"You know, I'm thinking about getting some piercings," Jensen announced at the dinner table on Saturday.
Specifically, he was thinking about his eyebrow, his nose, and his lip. And maybe his tongue.
He's seven. And, ever the optimist, he looked hopefully from Jeff to me.
This was easy, obvious. No. You can't [pierce, tattoo, smoke, swear, fill in the blank] until you're old enough to understand the consequences. Easy. And he accepted our answer without protest.
"That's okay. Maybe when I'm a teenager," he said, giving us a few years' reprieve.
He won't accept "no" so easily when he's seventeen.
Already, the questions are getting tougher. Some are philosophical, some are (um) mechanical, some are moral. Some are yes/no questions. Some require reference materials. But regardless of their nature, the things he thinks about are becoming more challenging, and he's thinking more critically about our answers. Gone are the days of, "How come my hair is curly?" or "Why is the grass green?"
Now it's this:
"Is God a person?"
"What is sexual maturity?"
And, sickeningly, after a recent local gang bust, when all the suspects' photos were published on the front page of the newspaper, "Why do so many people in gangs have brown skin?"

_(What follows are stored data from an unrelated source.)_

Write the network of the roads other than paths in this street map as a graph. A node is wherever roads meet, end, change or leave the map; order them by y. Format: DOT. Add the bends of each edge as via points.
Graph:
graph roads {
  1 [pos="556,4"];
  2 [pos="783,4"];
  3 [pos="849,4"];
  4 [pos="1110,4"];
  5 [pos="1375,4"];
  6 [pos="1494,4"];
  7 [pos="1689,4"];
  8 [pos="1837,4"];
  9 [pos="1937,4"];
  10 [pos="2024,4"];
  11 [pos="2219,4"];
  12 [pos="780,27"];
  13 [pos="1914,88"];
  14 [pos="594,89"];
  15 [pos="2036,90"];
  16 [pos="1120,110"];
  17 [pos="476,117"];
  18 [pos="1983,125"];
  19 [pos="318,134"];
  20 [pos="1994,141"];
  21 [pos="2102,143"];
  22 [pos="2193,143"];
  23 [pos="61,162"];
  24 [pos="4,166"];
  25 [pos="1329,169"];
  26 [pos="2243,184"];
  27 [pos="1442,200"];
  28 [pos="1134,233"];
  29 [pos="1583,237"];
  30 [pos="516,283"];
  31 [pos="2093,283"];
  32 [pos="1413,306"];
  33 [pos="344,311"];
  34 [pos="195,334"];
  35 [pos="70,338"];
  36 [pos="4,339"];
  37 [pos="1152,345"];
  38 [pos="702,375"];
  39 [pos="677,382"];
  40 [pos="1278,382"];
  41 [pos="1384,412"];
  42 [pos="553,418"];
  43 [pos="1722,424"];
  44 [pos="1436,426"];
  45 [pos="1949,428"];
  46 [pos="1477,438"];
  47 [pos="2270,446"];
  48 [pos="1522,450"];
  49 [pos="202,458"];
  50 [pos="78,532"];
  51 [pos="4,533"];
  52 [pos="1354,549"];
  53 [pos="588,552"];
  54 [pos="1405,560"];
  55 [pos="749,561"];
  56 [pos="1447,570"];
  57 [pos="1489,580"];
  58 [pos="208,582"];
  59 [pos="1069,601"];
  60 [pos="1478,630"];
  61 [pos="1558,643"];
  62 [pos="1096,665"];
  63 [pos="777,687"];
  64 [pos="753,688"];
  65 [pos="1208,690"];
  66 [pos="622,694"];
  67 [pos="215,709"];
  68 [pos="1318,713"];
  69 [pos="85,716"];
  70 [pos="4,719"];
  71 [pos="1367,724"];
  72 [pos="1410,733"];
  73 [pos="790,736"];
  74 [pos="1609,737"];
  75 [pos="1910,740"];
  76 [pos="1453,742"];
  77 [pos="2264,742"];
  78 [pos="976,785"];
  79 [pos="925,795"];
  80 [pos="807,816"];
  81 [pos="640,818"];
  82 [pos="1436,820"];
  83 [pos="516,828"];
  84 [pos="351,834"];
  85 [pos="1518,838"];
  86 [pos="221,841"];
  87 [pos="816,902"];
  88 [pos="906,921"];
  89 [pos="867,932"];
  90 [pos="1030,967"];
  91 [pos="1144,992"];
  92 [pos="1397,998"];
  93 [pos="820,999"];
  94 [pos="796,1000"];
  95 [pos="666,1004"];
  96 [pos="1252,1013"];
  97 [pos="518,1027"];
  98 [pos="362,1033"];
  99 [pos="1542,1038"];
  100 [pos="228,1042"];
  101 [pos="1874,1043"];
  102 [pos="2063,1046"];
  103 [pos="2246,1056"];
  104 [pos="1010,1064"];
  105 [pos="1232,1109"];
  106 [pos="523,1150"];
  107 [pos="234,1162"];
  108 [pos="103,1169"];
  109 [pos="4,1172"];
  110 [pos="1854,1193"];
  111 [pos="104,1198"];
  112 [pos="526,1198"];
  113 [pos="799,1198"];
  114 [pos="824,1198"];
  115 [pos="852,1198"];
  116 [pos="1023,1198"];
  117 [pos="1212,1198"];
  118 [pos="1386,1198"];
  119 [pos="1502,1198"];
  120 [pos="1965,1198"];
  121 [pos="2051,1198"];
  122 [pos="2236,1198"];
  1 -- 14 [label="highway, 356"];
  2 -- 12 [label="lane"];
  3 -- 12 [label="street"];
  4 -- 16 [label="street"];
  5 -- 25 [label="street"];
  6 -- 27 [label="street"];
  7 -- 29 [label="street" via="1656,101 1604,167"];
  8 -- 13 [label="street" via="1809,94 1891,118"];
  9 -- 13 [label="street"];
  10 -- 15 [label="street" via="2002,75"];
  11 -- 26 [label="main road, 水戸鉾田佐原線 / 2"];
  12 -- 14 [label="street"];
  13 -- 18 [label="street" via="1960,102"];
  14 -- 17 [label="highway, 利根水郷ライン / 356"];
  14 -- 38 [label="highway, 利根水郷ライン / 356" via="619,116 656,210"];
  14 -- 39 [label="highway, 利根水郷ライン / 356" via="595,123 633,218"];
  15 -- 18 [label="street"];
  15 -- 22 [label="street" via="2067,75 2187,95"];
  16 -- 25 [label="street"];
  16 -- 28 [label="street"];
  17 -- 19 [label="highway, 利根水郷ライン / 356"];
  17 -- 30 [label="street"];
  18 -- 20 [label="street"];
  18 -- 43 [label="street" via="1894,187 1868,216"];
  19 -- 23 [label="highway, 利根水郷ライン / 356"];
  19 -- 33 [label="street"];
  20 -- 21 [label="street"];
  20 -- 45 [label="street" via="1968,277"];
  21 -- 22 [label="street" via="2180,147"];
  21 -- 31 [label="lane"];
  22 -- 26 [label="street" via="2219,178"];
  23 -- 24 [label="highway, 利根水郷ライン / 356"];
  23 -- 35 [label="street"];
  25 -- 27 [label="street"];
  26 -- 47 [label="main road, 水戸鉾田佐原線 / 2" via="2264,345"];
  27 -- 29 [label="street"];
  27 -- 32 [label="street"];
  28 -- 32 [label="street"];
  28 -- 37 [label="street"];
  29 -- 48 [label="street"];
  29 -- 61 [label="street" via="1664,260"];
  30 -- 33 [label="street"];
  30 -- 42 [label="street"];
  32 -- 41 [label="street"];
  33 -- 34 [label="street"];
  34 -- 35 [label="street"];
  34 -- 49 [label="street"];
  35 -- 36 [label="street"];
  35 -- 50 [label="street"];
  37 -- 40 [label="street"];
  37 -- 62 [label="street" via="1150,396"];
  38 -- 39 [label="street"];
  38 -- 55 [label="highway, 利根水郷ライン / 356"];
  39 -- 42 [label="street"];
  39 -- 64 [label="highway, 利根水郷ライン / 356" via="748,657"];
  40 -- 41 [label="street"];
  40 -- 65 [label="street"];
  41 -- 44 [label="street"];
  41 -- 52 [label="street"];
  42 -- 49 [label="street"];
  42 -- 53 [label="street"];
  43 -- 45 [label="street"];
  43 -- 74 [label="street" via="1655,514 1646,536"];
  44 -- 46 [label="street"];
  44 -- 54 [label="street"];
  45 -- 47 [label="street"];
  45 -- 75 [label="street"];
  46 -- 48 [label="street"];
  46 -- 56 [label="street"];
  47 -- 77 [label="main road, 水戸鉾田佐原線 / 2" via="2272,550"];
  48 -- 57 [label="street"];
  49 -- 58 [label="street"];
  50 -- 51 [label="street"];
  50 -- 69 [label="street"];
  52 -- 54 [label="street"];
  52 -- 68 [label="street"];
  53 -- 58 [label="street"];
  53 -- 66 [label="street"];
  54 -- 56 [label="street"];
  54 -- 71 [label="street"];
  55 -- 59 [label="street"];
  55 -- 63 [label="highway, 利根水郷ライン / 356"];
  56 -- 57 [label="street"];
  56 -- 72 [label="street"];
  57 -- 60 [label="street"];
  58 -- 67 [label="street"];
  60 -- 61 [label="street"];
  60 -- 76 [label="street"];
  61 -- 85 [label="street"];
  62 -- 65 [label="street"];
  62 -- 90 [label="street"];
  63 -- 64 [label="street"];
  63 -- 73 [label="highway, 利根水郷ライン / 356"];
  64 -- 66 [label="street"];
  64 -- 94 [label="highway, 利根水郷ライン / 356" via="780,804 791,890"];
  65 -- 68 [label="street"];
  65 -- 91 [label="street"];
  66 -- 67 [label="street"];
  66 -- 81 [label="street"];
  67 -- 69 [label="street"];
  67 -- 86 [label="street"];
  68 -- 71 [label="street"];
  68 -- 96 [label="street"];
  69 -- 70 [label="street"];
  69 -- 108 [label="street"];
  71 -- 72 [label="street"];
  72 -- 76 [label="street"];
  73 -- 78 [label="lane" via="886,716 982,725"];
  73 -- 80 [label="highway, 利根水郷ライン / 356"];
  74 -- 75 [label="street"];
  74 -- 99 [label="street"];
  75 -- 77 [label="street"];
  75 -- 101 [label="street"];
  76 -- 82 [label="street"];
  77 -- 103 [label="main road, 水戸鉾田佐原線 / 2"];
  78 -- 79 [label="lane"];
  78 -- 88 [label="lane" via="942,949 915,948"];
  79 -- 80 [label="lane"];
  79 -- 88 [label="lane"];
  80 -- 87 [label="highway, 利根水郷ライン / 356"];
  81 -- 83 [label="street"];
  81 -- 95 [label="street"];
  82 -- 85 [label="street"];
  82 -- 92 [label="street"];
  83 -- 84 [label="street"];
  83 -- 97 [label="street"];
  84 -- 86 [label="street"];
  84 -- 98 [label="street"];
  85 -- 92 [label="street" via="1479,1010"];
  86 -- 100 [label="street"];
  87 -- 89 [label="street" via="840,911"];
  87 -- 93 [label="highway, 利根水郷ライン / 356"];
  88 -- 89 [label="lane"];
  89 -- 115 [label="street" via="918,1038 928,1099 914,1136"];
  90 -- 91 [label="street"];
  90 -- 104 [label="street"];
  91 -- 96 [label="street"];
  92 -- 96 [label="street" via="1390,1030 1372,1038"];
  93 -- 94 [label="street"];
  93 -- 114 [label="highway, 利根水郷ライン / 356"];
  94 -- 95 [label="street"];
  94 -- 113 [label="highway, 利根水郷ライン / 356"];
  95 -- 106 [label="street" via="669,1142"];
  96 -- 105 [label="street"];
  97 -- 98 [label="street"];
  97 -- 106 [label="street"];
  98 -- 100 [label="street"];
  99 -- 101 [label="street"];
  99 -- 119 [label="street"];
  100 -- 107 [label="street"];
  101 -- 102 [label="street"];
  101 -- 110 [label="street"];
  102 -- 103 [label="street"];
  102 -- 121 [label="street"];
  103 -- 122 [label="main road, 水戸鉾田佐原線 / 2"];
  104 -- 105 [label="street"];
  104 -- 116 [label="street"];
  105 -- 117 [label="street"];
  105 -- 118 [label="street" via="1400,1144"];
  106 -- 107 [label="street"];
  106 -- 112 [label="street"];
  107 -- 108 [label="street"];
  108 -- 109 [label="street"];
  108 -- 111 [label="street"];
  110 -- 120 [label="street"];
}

Our approach to the Big Questions has always been to give as much honest information as he seems to be ready for, to be open to further questions, to try to communicate our moral convictions. And to be honest when we don't know the answers.
It's worked. So far. But I'm not naive. His growing mind and his growing conscience are going to start pushing us more.
Truthfully, I think most of what we teach him will be passive, will occur in day-to-day life rather than in some grand pronouncements. But I like the Big Questions. I like the gray areas. I like having to resist the temptation to answer questions with overly simplistic black and white answers. There are times when black and white applies, of course. No hurting other people. No stealing. No piercings on a seven-year-old. Some things are wrong, and some things are right. But a lot of things are somewhere in between, and he's starting to venture into the gray.
And the questions are going to keep getting tougher. The innocence is ending. There are times when I'm not sure I'm up to the challenge, or if I will be in the years to come.
So, I'm looking for some input. What is the hardest question your growing kids have asked? How did you respond?